Each line of the records that holds the word "Parkway" should be copied out.

*** Material for this task ***

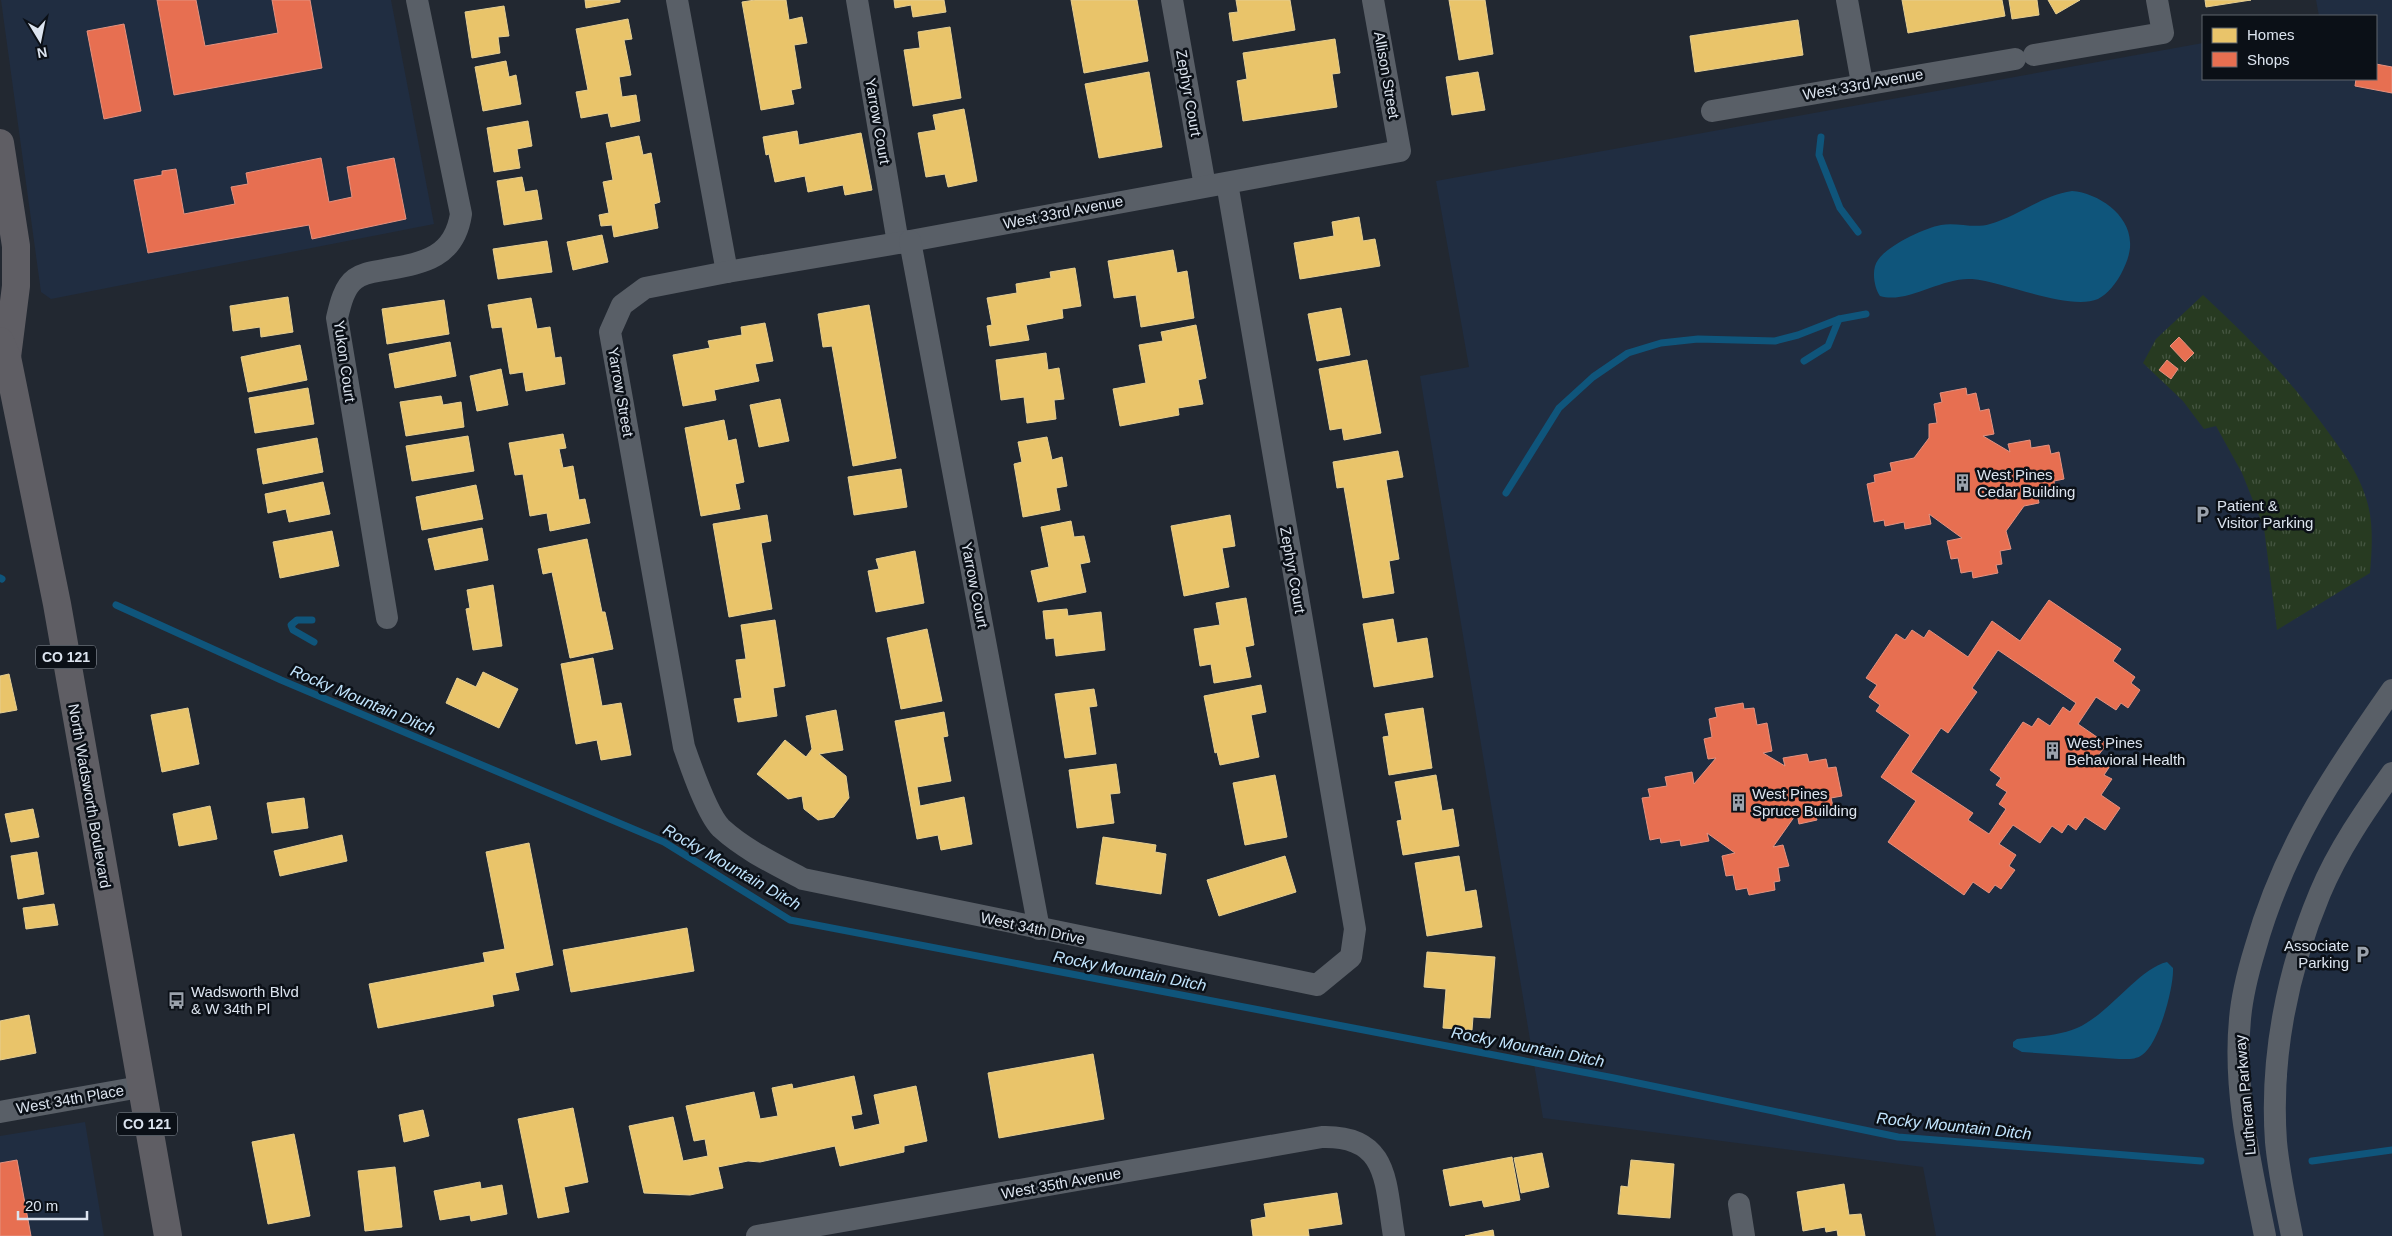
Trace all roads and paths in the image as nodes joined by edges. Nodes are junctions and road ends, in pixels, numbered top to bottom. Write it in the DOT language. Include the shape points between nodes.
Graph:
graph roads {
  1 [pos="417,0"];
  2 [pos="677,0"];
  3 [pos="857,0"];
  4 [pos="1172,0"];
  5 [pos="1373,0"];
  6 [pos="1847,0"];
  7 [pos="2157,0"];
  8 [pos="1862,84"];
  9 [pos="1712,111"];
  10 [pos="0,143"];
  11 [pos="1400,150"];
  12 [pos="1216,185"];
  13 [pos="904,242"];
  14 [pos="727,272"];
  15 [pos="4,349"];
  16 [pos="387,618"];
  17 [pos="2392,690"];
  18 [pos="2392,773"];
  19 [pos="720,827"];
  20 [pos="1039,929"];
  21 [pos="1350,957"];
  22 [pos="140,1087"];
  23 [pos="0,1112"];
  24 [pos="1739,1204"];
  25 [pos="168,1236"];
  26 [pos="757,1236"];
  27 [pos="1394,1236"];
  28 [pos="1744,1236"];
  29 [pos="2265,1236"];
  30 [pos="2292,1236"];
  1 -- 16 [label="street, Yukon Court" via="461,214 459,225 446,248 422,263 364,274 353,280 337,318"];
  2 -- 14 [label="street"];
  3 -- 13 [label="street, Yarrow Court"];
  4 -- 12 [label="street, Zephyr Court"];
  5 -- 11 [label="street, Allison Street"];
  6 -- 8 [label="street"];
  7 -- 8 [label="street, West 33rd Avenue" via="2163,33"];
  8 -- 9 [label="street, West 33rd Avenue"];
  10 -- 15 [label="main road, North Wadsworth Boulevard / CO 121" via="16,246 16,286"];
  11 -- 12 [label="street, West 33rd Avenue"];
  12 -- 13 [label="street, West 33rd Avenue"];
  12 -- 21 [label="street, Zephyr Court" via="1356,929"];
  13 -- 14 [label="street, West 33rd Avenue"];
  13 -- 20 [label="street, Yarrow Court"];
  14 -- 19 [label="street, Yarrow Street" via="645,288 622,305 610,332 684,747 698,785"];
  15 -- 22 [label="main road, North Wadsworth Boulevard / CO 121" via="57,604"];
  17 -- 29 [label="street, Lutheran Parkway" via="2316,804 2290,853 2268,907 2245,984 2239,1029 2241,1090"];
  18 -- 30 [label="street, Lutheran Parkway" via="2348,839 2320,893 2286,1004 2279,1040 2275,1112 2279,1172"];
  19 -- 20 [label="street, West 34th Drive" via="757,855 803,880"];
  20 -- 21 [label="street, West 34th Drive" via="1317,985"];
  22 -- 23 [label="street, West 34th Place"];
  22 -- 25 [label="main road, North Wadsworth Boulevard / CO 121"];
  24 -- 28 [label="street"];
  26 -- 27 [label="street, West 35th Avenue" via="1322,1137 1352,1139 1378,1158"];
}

*** End of Material for this task ***

## [Answer to this problem]
  17 -- 29 [label="street, Lutheran Parkway" via="2316,804 2290,853 2268,907 2245,984 2239,1029 2241,1090"];
  18 -- 30 [label="street, Lutheran Parkway" via="2348,839 2320,893 2286,1004 2279,1040 2275,1112 2279,1172"];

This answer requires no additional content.